**PROBLEM**
Your task is to write out the complete listing exactly as it is shown.

**MATERIAL PROVIDED**

►

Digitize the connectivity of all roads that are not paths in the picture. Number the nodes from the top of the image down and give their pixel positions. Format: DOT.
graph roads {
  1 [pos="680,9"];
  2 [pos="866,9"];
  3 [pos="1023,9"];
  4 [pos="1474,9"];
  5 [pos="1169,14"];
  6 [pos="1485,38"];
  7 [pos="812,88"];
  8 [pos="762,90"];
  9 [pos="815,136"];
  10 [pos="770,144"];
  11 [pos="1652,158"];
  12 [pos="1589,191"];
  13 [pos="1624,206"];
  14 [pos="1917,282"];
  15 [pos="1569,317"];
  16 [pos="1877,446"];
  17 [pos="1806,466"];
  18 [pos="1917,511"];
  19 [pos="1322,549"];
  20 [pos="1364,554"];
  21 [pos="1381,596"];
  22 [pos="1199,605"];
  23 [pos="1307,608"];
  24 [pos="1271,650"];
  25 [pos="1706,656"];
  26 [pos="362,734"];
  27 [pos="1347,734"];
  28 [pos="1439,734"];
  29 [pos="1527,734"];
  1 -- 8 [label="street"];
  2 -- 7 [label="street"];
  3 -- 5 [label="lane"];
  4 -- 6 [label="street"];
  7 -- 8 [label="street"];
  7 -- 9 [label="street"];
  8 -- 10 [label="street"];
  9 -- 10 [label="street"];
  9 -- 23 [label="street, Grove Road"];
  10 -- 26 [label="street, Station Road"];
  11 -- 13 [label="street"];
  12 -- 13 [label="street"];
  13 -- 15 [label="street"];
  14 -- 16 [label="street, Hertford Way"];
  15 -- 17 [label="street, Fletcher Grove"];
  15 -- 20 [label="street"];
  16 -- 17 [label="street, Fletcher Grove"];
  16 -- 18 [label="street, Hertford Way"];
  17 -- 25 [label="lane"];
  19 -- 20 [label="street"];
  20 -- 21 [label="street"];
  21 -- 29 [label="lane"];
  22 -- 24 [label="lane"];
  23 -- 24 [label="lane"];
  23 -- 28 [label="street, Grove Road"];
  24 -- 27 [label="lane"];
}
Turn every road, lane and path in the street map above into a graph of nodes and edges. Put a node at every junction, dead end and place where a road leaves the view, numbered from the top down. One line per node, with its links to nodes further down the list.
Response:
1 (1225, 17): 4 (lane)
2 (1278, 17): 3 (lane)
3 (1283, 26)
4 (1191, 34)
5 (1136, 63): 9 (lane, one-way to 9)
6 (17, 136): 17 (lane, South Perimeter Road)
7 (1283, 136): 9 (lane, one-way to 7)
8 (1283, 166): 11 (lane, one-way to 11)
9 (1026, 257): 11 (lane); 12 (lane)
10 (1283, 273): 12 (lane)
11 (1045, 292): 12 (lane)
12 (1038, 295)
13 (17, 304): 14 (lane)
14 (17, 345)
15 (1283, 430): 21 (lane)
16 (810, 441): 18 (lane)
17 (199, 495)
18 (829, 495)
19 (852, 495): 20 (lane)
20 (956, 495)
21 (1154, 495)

◄

**RESPONSE TO THIS EXERCISE**
Digitize the connectivity of all roads that are not paths in the picture. Number the nodes from the top of the image down and give their pixel positions. Format: DOT.
graph roads {
  1 [pos="680,9"];
  2 [pos="866,9"];
  3 [pos="1023,9"];
  4 [pos="1474,9"];
  5 [pos="1169,14"];
  6 [pos="1485,38"];
  7 [pos="812,88"];
  8 [pos="762,90"];
  9 [pos="815,136"];
  10 [pos="770,144"];
  11 [pos="1652,158"];
  12 [pos="1589,191"];
  13 [pos="1624,206"];
  14 [pos="1917,282"];
  15 [pos="1569,317"];
  16 [pos="1877,446"];
  17 [pos="1806,466"];
  18 [pos="1917,511"];
  19 [pos="1322,549"];
  20 [pos="1364,554"];
  21 [pos="1381,596"];
  22 [pos="1199,605"];
  23 [pos="1307,608"];
  24 [pos="1271,650"];
  25 [pos="1706,656"];
  26 [pos="362,734"];
  27 [pos="1347,734"];
  28 [pos="1439,734"];
  29 [pos="1527,734"];
  1 -- 8 [label="street"];
  2 -- 7 [label="street"];
  3 -- 5 [label="lane"];
  4 -- 6 [label="street"];
  7 -- 8 [label="street"];
  7 -- 9 [label="street"];
  8 -- 10 [label="street"];
  9 -- 10 [label="street"];
  9 -- 23 [label="street, Grove Road"];
  10 -- 26 [label="street, Station Road"];
  11 -- 13 [label="street"];
  12 -- 13 [label="street"];
  13 -- 15 [label="street"];
  14 -- 16 [label="street, Hertford Way"];
  15 -- 17 [label="street, Fletcher Grove"];
  15 -- 20 [label="street"];
  16 -- 17 [label="street, Fletcher Grove"];
  16 -- 18 [label="street, Hertford Way"];
  17 -- 25 [label="lane"];
  19 -- 20 [label="street"];
  20 -- 21 [label="street"];
  21 -- 29 [label="lane"];
  22 -- 24 [label="lane"];
  23 -- 24 [label="lane"];
  23 -- 28 [label="street, Grove Road"];
  24 -- 27 [label="lane"];
}
Turn every road, lane and path in the street map above into a graph of nodes and edges. Put a node at every junction, dead end and place where a road leaves the view, numbered from the top down. One line per node, with its links to nodes further down the list.
Response:
1 (1225, 17): 4 (lane)
2 (1278, 17): 3 (lane)
3 (1283, 26)
4 (1191, 34)
5 (1136, 63): 9 (lane, one-way to 9)
6 (17, 136): 17 (lane, South Perimeter Road)
7 (1283, 136): 9 (lane, one-way to 7)
8 (1283, 166): 11 (lane, one-way to 11)
9 (1026, 257): 11 (lane); 12 (lane)
10 (1283, 273): 12 (lane)
11 (1045, 292): 12 (lane)
12 (1038, 295)
13 (17, 304): 14 (lane)
14 (17, 345)
15 (1283, 430): 21 (lane)
16 (810, 441): 18 (lane)
17 (199, 495)
18 (829, 495)
19 (852, 495): 20 (lane)
20 (956, 495)
21 (1154, 495)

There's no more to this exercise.